35. Le mal-être au travail et les accidents professionnels semblent
plus fréquents face à une forte augmentation des charges de travail,
durant les phases de restructuration des entreprises ou encore lorsque les
politiques internes des entreprises négligent les conditions de
travail. Les exemples de catastrophes humaines liées au travail
abondent tant en Europe que chez ses partenaires commerciaux, en
particulier dans les pays en développement. Ainsi depuis 2008, plus
de 60 salariés d’Orange, l’entreprise française de télécommunications,
se sont suicidés; 1 133 personnes au moins ont péri et plus de 2 500
ont été blessées (beaucoup de handicapés à vie) dans l’effondrement
en avril 2013 de l’immeuble vétuste qui abritait une usine de vêtements
à Dhaka (Bangladesh) et des centaines de travailleurs meurent chaque
année dans des usines chinoises en raison de conditions de travail
déplorables
. Les troubles sociaux sont également
en pleine recrudescence dans la plupart des pays par rapport à la
période d’avant la crise: le risque étant plus marqué au sein des
pays de l’Union européenne (passant de 34 % en 2006-2007 à 46 %
en 2011-2012 parmi les 71 économies pour lesquelles nous disposons
de données pertinentes)
.
36. Cela indique que les effets positifs de l’ouverture des marchés
et du libre-échange ne sont pas automatiques et qu’ils ne sont pas
partagés de façon égale dans la société. Comme il ressort d’une
étude conjointe de l’OCDE, l’OIT, la Banque mondiale et l’OMC, «pour
que le soutien à l’ouverture des marchés perdure, (...) les coûts
associés à la réaffectation du travail et du capital doivent être
reconnus et des politiques mises en place pour aider les travailleurs
et les communautés à s’adapter à un environnement plus concurrentiel»
.
37. Une concurrence internationale accrue et davantage de dynamisme
des concurrents mondiaux constituent des enjeux cruciaux pour de
nombreux pays d’Europe: tous les acteurs de la chaîne de valeur
– entreprises, associations professionnelles, responsables politiques
et travailleurs – doivent s’adapter aux besoins du marché du travail
qui évoluent rapidement, tout en s’efforçant de consolider les acquis
et progrès sociaux. Les «règles du jeu» mondiales que les pays européens
ont acceptées en devenant membres de l’OMC sont peu tolérantes vis-à-vis
du protectionnisme ou de la discrimination quelle qu’elle soit.

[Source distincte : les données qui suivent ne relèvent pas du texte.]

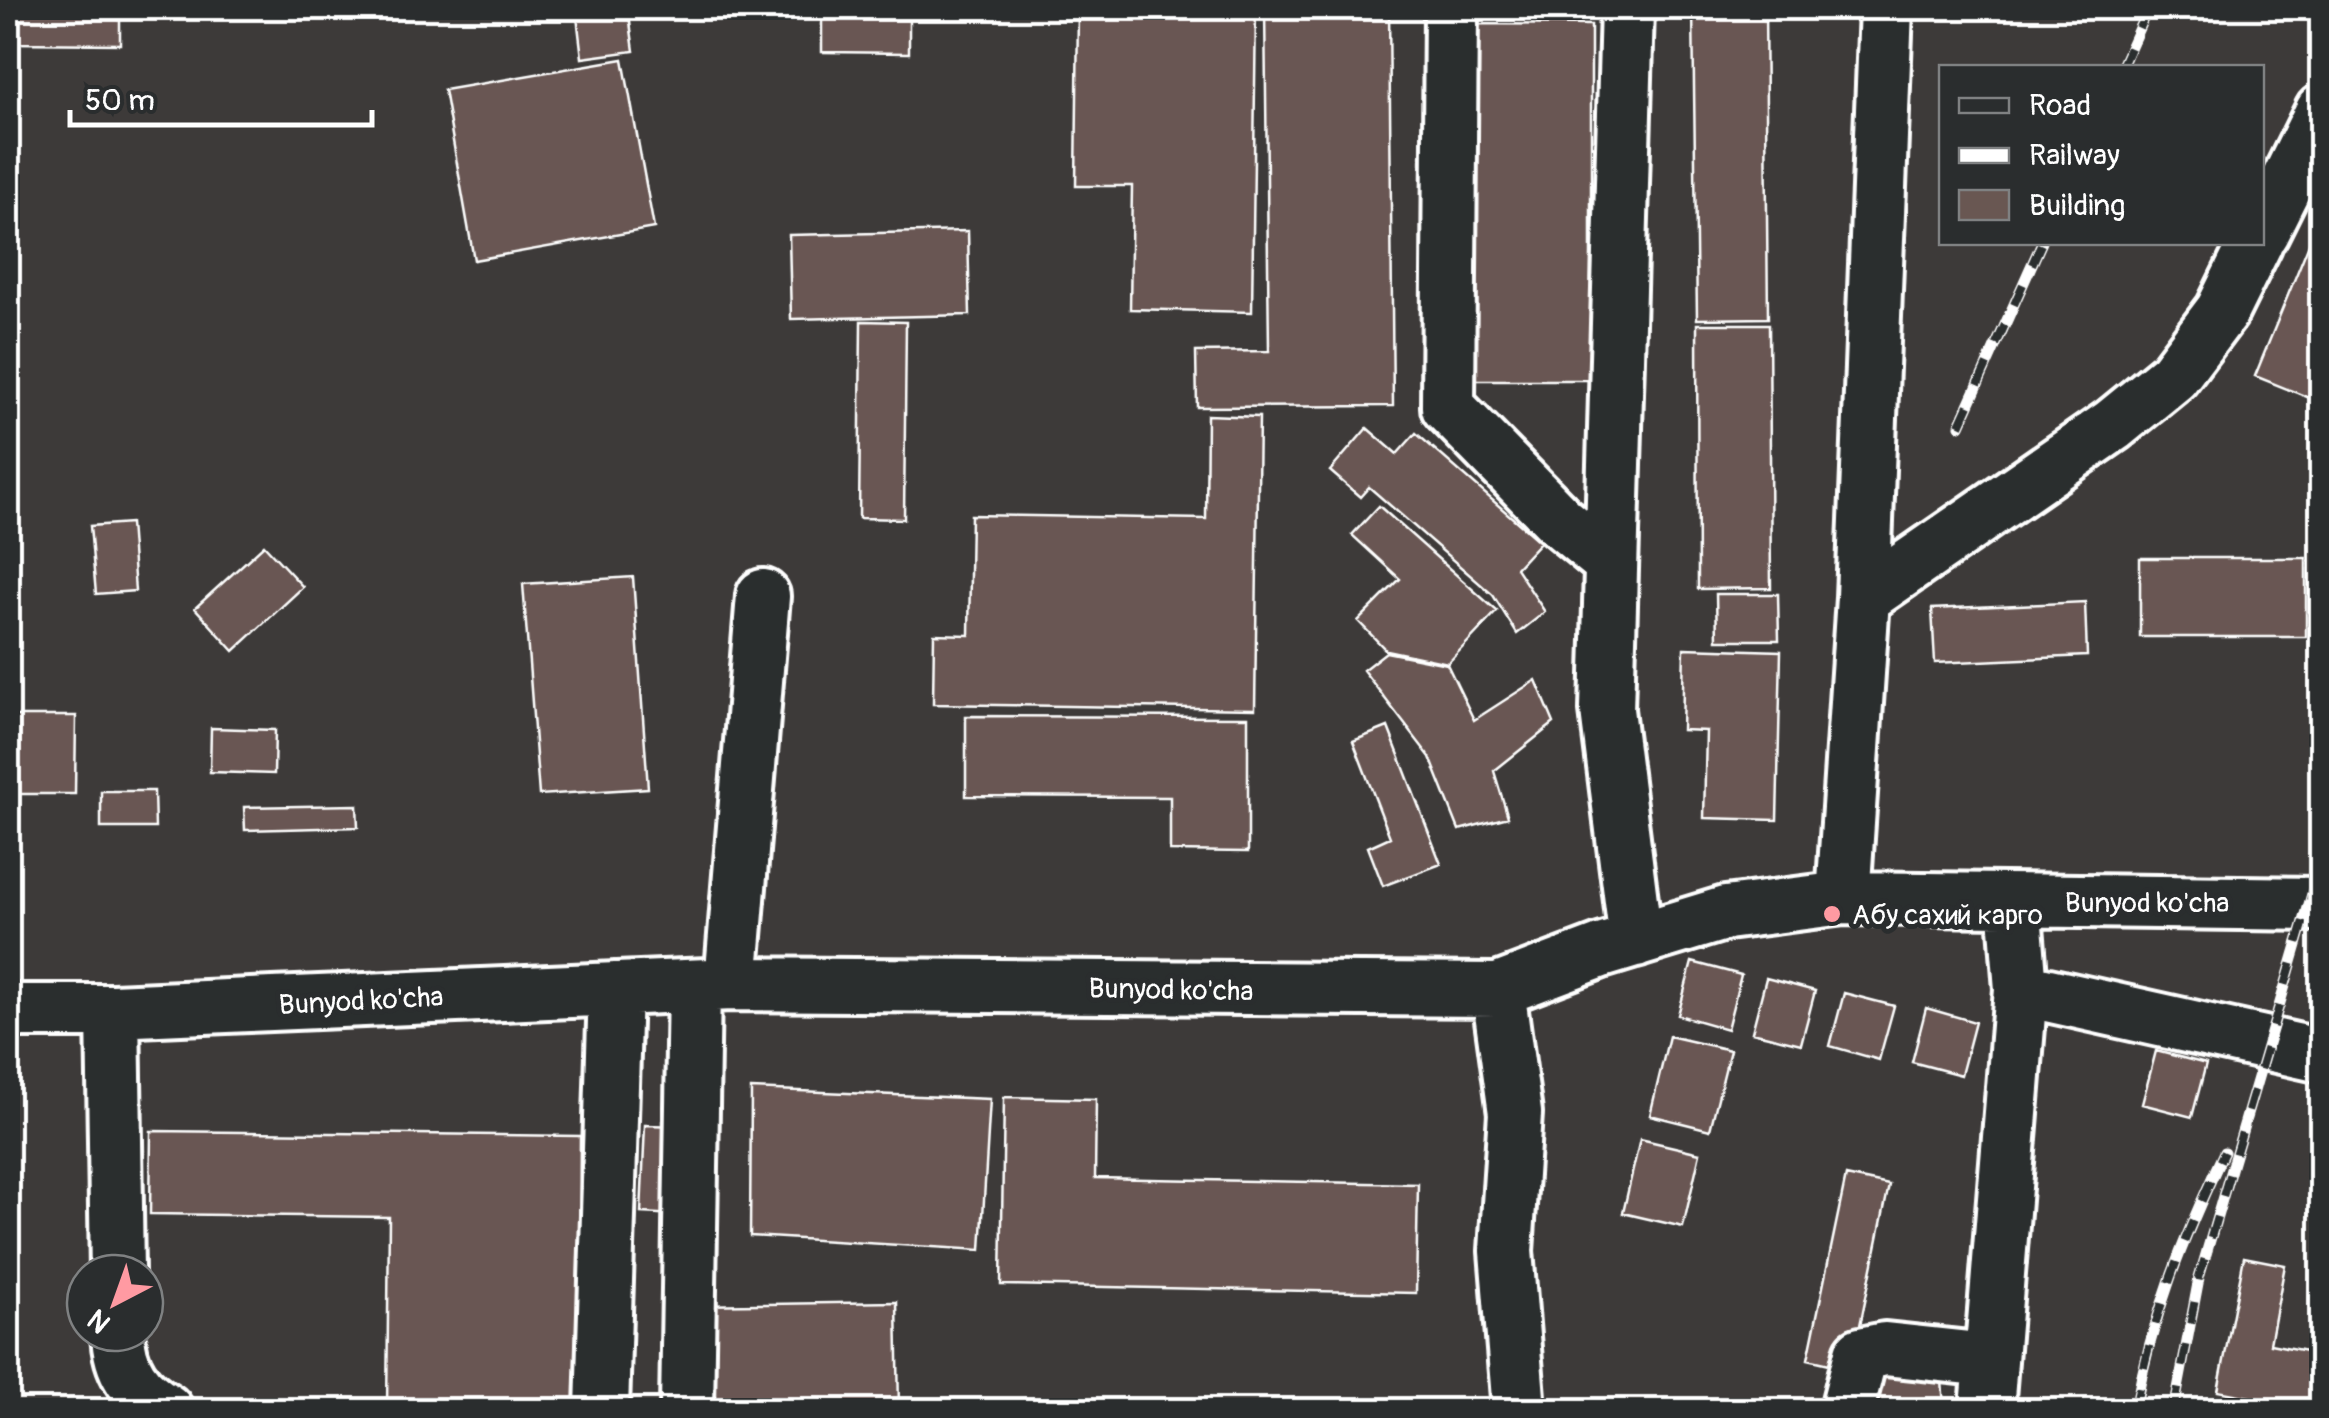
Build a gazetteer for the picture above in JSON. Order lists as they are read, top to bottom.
{
  "streets": {
    "street": ["Bunyod ko'cha"]
  },
  "places": ["Абу сахий карго"],
  "legend": ["Road", "Railway", "Building"],
  "scale_bar": "50 m",
  "north": "bottom left"
}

Pourtant, les règles de l’OMC ainsi que le mécanisme de règlement
des différends qui lie les Parties ne prennent pas en compte de
manière adéquate les droits humains et les valeurs fondamentales
tels les droits relatifs au travail et à la protection sociale.

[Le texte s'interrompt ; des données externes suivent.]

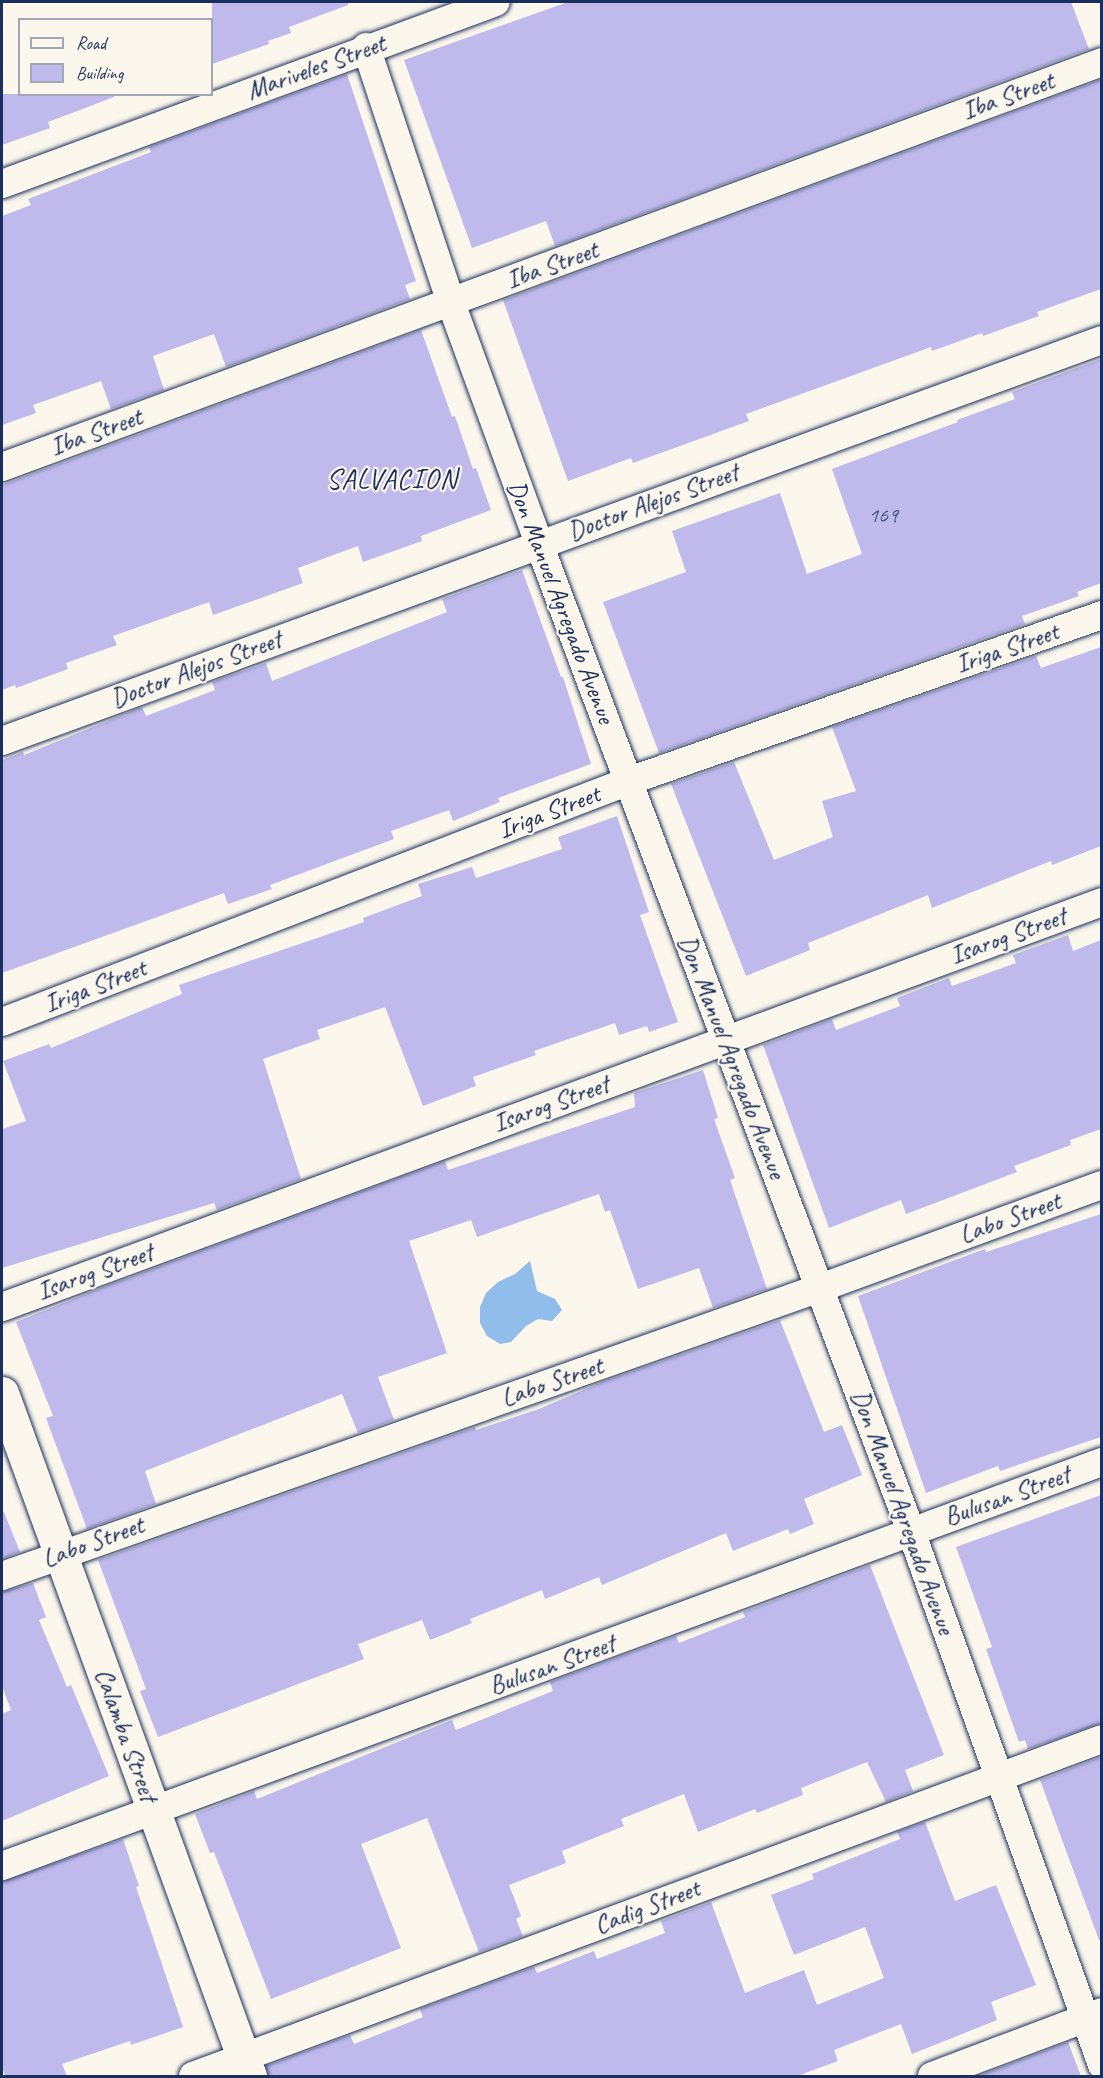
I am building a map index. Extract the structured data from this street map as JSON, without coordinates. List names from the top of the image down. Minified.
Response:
{"streets":{"street":["Mariveles Street","Iba Street","Doctor Alejos Street","Don Manuel Agregado Avenue","Iriga Street","Isarog Street","Labo Street","Bulusan Street","Calamba Street","Cadig Street"]},"crossings":[["Mariveles Street","Don Manuel Agregado Avenue"],["Iba Street","Don Manuel Agregado Avenue"],["Doctor Alejos Street","Don Manuel Agregado Avenue"],["Don Manuel Agregado Avenue","Iriga Street"],["Don Manuel Agregado Avenue","Isarog Street"],["Don Manuel Agregado Avenue","Labo Street"],["Don Manuel Agregado Avenue","Bulusan Street"],["Don Manuel Agregado Avenue","Cadig Street"],["Labo Street","Calamba Street"],["Bulusan Street","Calamba Street"],["Calamba Street","Cadig Street"]],"districts":["SALVACION"],"house_numbers":["169"],"legend":["Road","Building"]}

38. L’Europe, qui est une référence mondiale en matière de défense
des droits humains, doit œuvrer pour ancrer les principes des droits
humains de façon plus explicite dans le système commercial multilatéral.
En d’autres termes, les pays européens devraient exporter non seulement
des biens et des services, mais aussi les valeurs qui leur sont
chères. L’Union européenne en particulier peut recourir aux accords
commerciaux bilatéraux pour promouvoir le commerce équitable et
inciter fermement ses partenaires commerciaux à respecter les droits
liés au travail
.
Dans le cas de l’accord de libre-échange entre l’Union européenne
d’une part et la Colombie et le Pérou d’autre part (en vigueur depuis
août 2013), certaines clauses font explicitement référence aux droits
humains et aux normes du travail. Ainsi, l’article 269 de l’accord
stipule que les parties réaffirment leur engagement «à promouvoir
le développement du commerce international d’une manière qui contribue
à l’emploi productif et au travail décent pour tous»
.
39. Les pays en développement ont eux aussi le devoir de contribuer
à une «mondialisation équitable fondée sur le travail décent», comme
le souligne la Déclaration de l’OIT sur la justice sociale pour
une mondialisation équitable du 10 juin 2008. Par cette Déclaration,
les membres de l’OIT ont convenu que la violation des principes
et droits fondamentaux au travail ne saurait être invoquée ni utilisée
en tant qu’avantage comparatif et que les normes du travail ne sauraient
servir à des fins commerciales protectionnistes. Une situation avantageuse
pour les pays en développement et les pays développés peut être
obtenue si tous les Etats acceptent d’appliquer de façon appropriée
les normes fondamentales du travail et tendent vers un développement
économique et social de qualité. Les circuits européens pour l’attribution
des marchés publics et de l’aide au développement pourraient être
mieux utilisés pour promouvoir la solidarité et les droits du travail.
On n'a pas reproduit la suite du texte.